L’Istituto per la BioEconomia del Consiglio nazionale delle ricerche ha stabilito provenienza e datazione – intorno al 40 d. C – delle 24 tavole di quercia provenienti dalla Francia nord-orientale e usate per le fondazioni di un portico, venuto alla luce a Roma durante i lavori della Metro C. Lo studio è pubblicato su Plos One.
Hanno fatto un lungo viaggio le ventiquattro tavole di quercia trovate fortuitamente a Roma, durante i lavori per la Metro C in via Sannio (zona San Giovanni in Laterano), utilizzate per le fondamenta di un portico romano di epoca imperiale. A dirlo sono le indagini scientifiche condotte dall’Istituto per la bioEconomia del Consiglio nazionale delle ricerche (Cnr-Ibe) di San Michele dell’Adige (Trento) su committenza della Soprintendenza Speciale di Roma, che oltre a individuare la provenienza dei reperti lignei dalla Francia nord-orientale – area compresa tra il massiccio del Giura e l’alta Valle del Reno – ne ha circoscritto la datazione al 40 d.C., epoca affine alla cronologia degli altri manufatti scoperti sul luogo. Lo studio è pubblicato sulla rivista Plos One.
“Le tavole, lunghe circa quattro metri, costituivano le casseforme di fondazione di un portico riccamente decorato, appartenente a una vasta proprietà appena fuori dalle antiche mura Aureliane. I campioni di legno erano dunque già in origine destinati a rimanere sottoterra e sono arrivati fino a noi grazie all’ambiente umido di conservazione”, spiega Mauro Bernabei del Cnr-Ibe, autore del lavoro con il collega di Istituto Jarno Bontadi. “La datazione è stata effettuata mediante dendrocronologia, la scienza che studia gli anelli di accrescimento degli alberi. Le sequenze ottenute dalle tavole sono state confrontate con quelle della stessa specie, diffusa in varie aree europee: abbiamo potuto così verificare le analogie maggiori con quelle degli alberi cresciuti nei boschi della Francia settentrionale”.

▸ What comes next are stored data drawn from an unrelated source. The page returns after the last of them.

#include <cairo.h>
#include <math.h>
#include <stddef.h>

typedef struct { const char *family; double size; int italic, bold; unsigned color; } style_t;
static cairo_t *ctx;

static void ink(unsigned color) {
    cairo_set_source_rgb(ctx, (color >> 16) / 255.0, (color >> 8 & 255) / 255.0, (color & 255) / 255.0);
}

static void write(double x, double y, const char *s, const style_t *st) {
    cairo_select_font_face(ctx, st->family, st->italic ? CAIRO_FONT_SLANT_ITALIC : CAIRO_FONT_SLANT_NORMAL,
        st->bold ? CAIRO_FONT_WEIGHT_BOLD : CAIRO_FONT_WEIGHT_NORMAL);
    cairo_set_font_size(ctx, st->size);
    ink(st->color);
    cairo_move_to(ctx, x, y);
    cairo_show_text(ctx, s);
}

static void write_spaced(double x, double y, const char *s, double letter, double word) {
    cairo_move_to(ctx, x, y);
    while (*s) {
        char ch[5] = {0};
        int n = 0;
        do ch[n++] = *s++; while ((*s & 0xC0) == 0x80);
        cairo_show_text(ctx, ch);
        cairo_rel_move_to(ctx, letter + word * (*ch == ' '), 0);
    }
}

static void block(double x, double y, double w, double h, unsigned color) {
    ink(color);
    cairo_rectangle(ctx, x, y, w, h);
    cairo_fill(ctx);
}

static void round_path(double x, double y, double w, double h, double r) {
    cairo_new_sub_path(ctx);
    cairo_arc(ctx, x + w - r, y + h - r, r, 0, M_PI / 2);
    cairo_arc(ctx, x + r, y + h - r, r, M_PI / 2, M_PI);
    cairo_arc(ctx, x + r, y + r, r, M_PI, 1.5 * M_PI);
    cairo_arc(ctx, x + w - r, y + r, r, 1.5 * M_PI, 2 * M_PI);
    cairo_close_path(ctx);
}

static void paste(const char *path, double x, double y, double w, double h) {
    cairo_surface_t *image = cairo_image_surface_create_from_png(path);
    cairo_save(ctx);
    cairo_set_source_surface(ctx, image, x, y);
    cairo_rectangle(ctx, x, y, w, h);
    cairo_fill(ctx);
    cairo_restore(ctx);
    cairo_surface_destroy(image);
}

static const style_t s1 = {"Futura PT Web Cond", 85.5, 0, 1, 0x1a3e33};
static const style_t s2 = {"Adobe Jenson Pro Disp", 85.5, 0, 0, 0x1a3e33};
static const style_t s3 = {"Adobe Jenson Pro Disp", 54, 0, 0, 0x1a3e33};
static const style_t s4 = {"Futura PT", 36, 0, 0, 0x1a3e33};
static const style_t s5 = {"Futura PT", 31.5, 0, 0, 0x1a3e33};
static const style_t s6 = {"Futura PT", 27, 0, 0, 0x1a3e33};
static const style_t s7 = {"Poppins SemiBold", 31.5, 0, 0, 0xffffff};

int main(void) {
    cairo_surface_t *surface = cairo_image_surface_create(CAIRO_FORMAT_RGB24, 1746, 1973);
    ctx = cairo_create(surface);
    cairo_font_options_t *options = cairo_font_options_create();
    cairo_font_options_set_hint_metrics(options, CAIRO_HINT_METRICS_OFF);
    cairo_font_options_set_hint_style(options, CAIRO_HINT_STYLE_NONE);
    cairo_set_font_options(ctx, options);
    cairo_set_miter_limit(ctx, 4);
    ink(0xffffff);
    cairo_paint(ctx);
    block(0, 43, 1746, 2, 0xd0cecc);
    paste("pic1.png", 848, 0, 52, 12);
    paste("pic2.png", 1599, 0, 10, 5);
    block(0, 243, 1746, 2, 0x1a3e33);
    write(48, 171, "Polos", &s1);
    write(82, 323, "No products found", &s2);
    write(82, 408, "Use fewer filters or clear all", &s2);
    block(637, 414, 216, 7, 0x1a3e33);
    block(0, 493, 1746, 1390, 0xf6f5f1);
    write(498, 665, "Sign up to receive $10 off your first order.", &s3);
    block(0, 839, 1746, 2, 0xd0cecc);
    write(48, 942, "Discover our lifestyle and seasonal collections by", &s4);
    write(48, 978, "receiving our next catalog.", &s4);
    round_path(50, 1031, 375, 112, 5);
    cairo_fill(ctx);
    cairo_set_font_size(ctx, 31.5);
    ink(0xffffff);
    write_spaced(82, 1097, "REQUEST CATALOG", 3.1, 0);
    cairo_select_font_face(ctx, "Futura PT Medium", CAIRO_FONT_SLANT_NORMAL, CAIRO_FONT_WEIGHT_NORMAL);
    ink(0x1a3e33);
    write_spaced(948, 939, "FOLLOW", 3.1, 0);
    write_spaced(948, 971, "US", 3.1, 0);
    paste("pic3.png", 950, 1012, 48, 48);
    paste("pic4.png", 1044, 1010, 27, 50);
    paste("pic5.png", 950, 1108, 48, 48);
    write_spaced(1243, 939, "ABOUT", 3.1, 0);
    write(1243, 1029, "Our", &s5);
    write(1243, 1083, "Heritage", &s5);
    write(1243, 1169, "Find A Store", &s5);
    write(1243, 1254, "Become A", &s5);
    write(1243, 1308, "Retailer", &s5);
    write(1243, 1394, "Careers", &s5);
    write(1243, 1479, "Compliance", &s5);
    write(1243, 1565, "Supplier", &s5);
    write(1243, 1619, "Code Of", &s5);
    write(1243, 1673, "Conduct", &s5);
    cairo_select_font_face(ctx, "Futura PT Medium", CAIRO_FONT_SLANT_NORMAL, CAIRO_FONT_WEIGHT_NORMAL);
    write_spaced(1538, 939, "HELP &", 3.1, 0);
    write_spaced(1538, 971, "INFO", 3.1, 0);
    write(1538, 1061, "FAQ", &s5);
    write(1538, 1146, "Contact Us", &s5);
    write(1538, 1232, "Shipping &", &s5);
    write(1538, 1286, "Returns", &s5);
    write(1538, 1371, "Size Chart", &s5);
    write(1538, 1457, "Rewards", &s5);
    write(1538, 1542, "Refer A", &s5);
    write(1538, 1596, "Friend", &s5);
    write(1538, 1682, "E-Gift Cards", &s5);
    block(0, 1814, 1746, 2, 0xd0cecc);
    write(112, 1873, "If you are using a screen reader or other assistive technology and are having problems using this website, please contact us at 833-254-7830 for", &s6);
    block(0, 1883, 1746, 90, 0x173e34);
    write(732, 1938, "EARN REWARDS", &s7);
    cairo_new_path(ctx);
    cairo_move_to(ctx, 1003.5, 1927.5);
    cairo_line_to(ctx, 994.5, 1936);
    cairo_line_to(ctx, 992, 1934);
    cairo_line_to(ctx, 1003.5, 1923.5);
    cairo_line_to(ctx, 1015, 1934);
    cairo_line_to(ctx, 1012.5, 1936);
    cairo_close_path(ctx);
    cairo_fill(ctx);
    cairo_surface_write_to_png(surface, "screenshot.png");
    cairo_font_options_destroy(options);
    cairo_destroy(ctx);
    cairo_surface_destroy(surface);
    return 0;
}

Ma perché i Romani si rifornirono così lontano, potendo contare sui boschi dell’Appennino centrale? “Le tavole furono ricavate da tronchi molto alti e con caratteristiche meccaniche adatte all’uso cui questo legno era destinato, cioè delimitare l’area di fondazione. I Romani in Appennino avrebbero trovato con difficoltà dei fusti con tali proprietà, è presumibile quindi che abbiano preferito approvvigionarsi in zone meno sfruttate”.
Il trasporto di alti fusti su una percorrenza così lunga rende chiara l’efficienza della macchina logistica dell’epoca, in grado di movimentare materiali dai confini dell’Impero fin nel cuore dell’Urbe, lungo vie fluviali come la Saona e il Rodano, poi attraverso il Mediterraneo, fino alla foce del Tevere da dove i fusti sono risaliti fino a destinazione. “Se in epoca romana è ben noto il commercio di lunga distanza per materiali come i marmi, per il legno si sa ancora poco e la logica ci porta a ipotizzare un approvvigionamento dalle aree più prossime alla città. Questo ritrovamento di legname di provenienza estera per usi strutturali, invece, induce a pensare che importazioni di questo genere fossero una consuetudine”, conclude Bernabei.